NRL Chief Executive, Mr David Gallop, said that the appalling accounts on the Four Corners Programme last night should be seen as an opportunity to reinforce the importance of the changes that are being made in the game:
“The game, the clubs and the vast majority of players have devoted enormous efforts to promote cultural change since 2004. There is no doubt that the work we are doing is worthwhile and that it needs to continue.
“The harrowing experiences of those women featured on the ABC last night were distressing and it underlines the importance of maintaining our efforts.
“I repeat my apology on behalf of the game for the pain those women experienced.
“Violence against women is abhorrent and sexual assault and the degradation of women is just that.
“So much of what we saw last night was fundamentally indefensible and if anyone in the game today is ignoring the importance of that message then frankly they will need to find another career.
“This is not a time for clubs and players to complain about the media or the fact that victims have spoken out. It is a time to either accept the changes that we are putting in place or to quite simply get out.
“That must happen not just for the sake of the game but for the sake of the vast majority of our players who do not deserve to be associated with such headlines and whose work in inspiring people in the community is so often unheralded.
“Rugby League means an enormous amount to millions of people and in many ways the football we see today and the strength of the competition is better than it has ever been.
“No amount of on-field success though can take away from the need to face up to these issues.”
Significantly issues raised last night date back to 2002 and in 2004 the NRL Introduced a series of major initiatives to promote cultural change.
Those initiatives include:
· Major research into player attitudes and into effective means of delivering key messages.
· Guidance from external experts involving a broad range of people from the Rape Crisis Centre to academics and educators.
· A six-year commitment to developing and growing Playing by the Rules education programmes across all clubs, which have promoted positive attitudes to women from the moment players enter the professional ranks.
· The development in 2009 of an NRL tailored “Putting Youth in the Picture” programme devised by Adair Donaldson to promote sexual ethics and recognised as a ground breaking initiative in Federal Parliament.

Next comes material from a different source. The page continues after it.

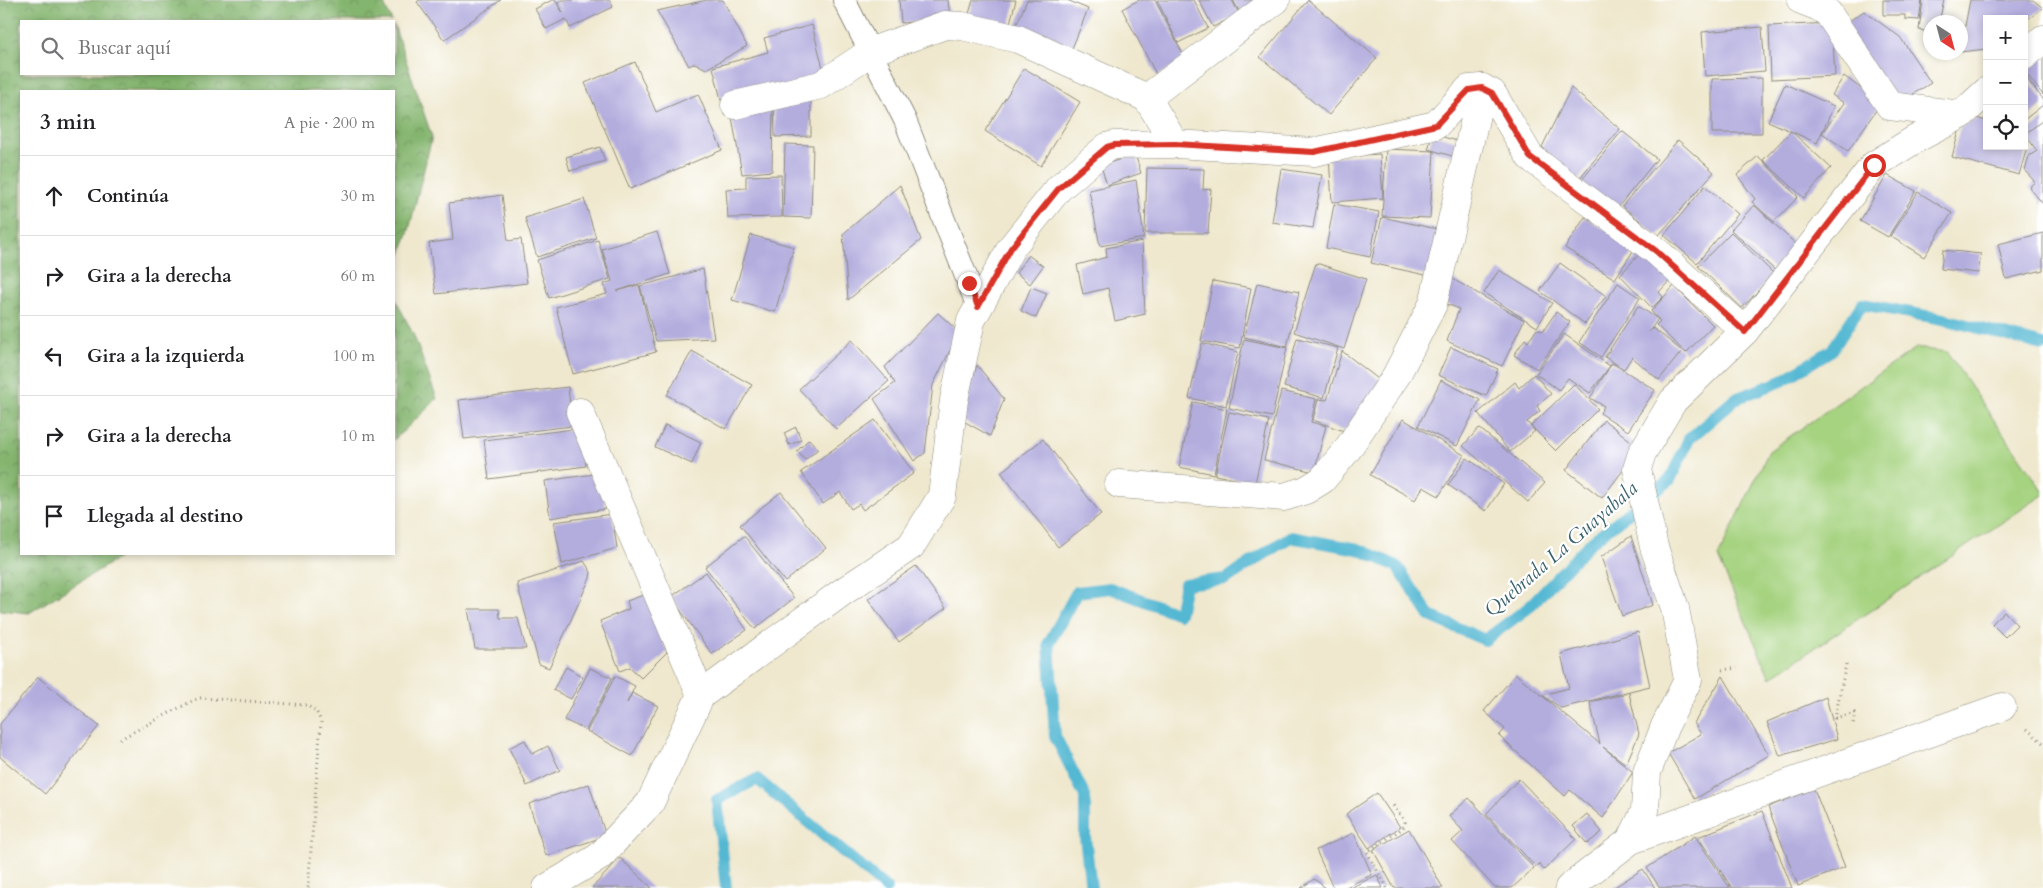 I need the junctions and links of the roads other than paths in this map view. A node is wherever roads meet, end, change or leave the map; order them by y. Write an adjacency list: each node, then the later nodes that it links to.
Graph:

This is delivered by former players Nigel Vagana and Mark O’Neil.
· The development of game-wide protocols with the NSW Rape Crisis Centre to ensure that any allegation of sexual assault is properly investigated.
· Working with the Federal Police and drug educators to demonstrate the dangers of alcohol and drug abuse, and the risk factors of both in the area of sexual encounters.
· Joining the NSW Department of Community Services in launching the Tackling Violence programme involving five regional and rural teams in the battle against domestic violence. This followed the success of the Normantown Stingers, which assisted in reducing domestic violence in their North Queensland community by 55%.
· A three-year participation in the University of Western Sydney ‘Sex and Ethics’ research programme conducted by Associate Professor Moira Carmody, which involved the participation of young players from rural and urban settings.
· Announced by the Prime Minister last month as the only sport (and the only predominately male organisation) to be chosen to pilot the Respectful Relationships Programme as part of the National Plan to Reduce Violence Against Women and their Children. The programme was announced by the Prime Minister last month and is part of a $41.5M commitment from the Federal Government to tackle domestic violence, which affects 1 in 3 Australian women (1 in 5 of whom will fall victim to a sexual assault).
· Partnering the University of New South Wales and the NSW Rape Crisis Centre in an Australian Research Centre study over the next three years to evaluate the effectiveness of all current programs and to pilot mentoring programs for future implementation.
The NRL and its clubs have sent and will continue to send a clear message to those few who do not take heed of the programmes that are delivered.
Suspensions over the years have included Dane Tilse in 2005, Tevita Latu in 2006, Greg Bird in 2008 and a number of players in 2009. Clubs such as the Bulldogs in 2004, Newcastle in 2005 and Manly in 2009 have also been fined six-figure amounts.